THE TASK :: Exactly how many lines below mention "than"? Answer with that number alone.

SOURCE MATERIAL ::
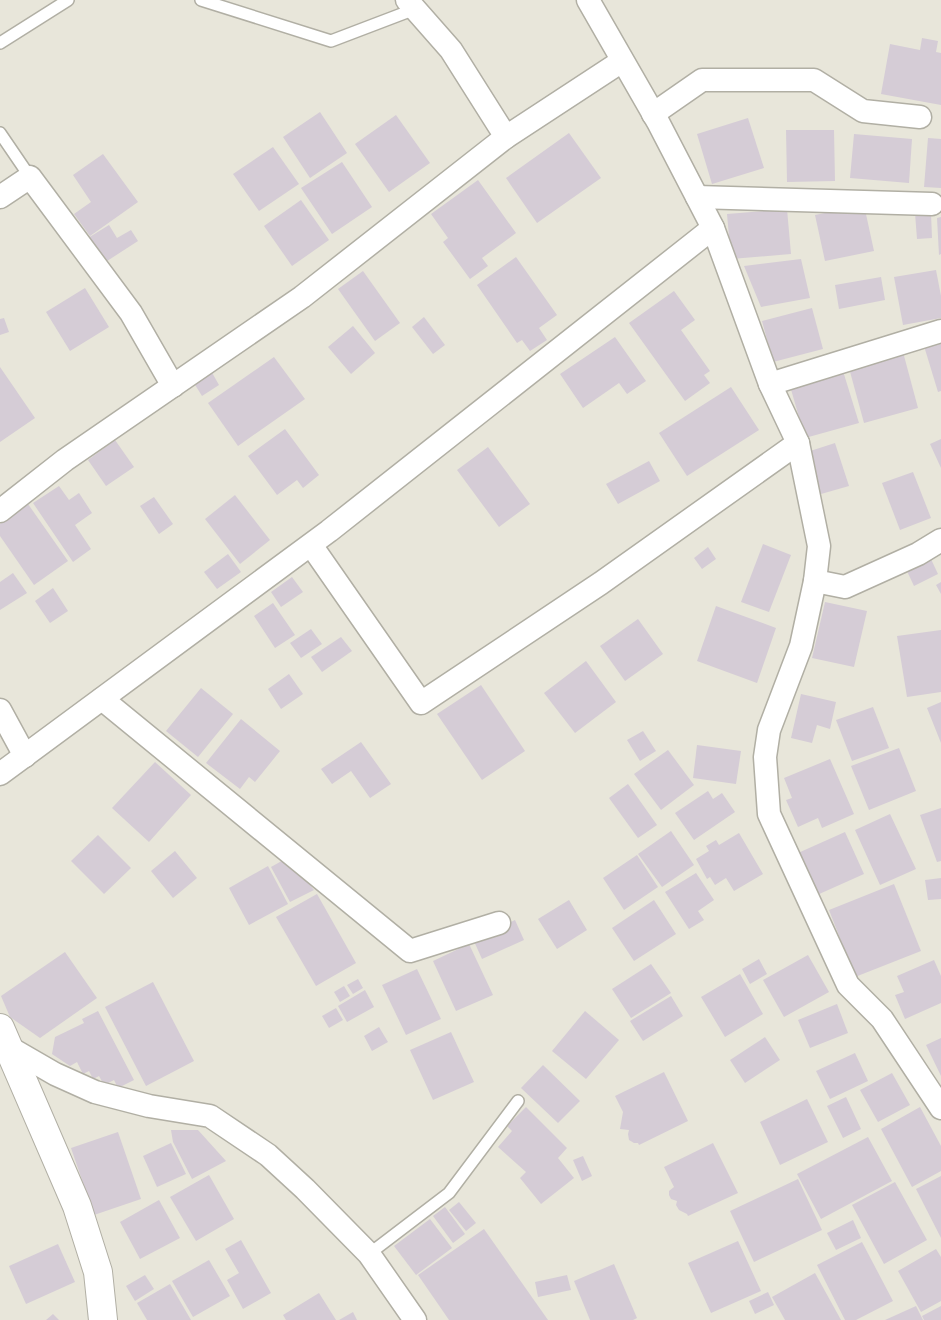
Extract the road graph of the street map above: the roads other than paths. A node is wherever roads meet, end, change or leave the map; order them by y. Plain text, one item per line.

---

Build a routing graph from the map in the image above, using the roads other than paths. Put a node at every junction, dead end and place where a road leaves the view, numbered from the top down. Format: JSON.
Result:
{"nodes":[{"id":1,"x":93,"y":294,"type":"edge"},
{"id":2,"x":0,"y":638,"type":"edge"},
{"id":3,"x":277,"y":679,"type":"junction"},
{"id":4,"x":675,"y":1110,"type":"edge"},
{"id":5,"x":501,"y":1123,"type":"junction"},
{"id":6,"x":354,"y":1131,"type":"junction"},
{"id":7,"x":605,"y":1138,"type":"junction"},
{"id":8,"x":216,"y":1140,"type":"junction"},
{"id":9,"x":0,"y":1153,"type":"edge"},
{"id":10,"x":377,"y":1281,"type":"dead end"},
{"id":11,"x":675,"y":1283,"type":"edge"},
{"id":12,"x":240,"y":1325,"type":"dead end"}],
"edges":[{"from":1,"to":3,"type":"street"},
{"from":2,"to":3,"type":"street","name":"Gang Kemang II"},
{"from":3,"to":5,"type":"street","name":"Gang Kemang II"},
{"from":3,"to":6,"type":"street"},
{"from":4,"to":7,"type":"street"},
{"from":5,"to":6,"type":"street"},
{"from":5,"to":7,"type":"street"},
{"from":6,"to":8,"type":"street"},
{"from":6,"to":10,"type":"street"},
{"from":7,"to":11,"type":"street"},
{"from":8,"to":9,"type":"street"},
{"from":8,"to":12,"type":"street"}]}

TASK RESULT :: 2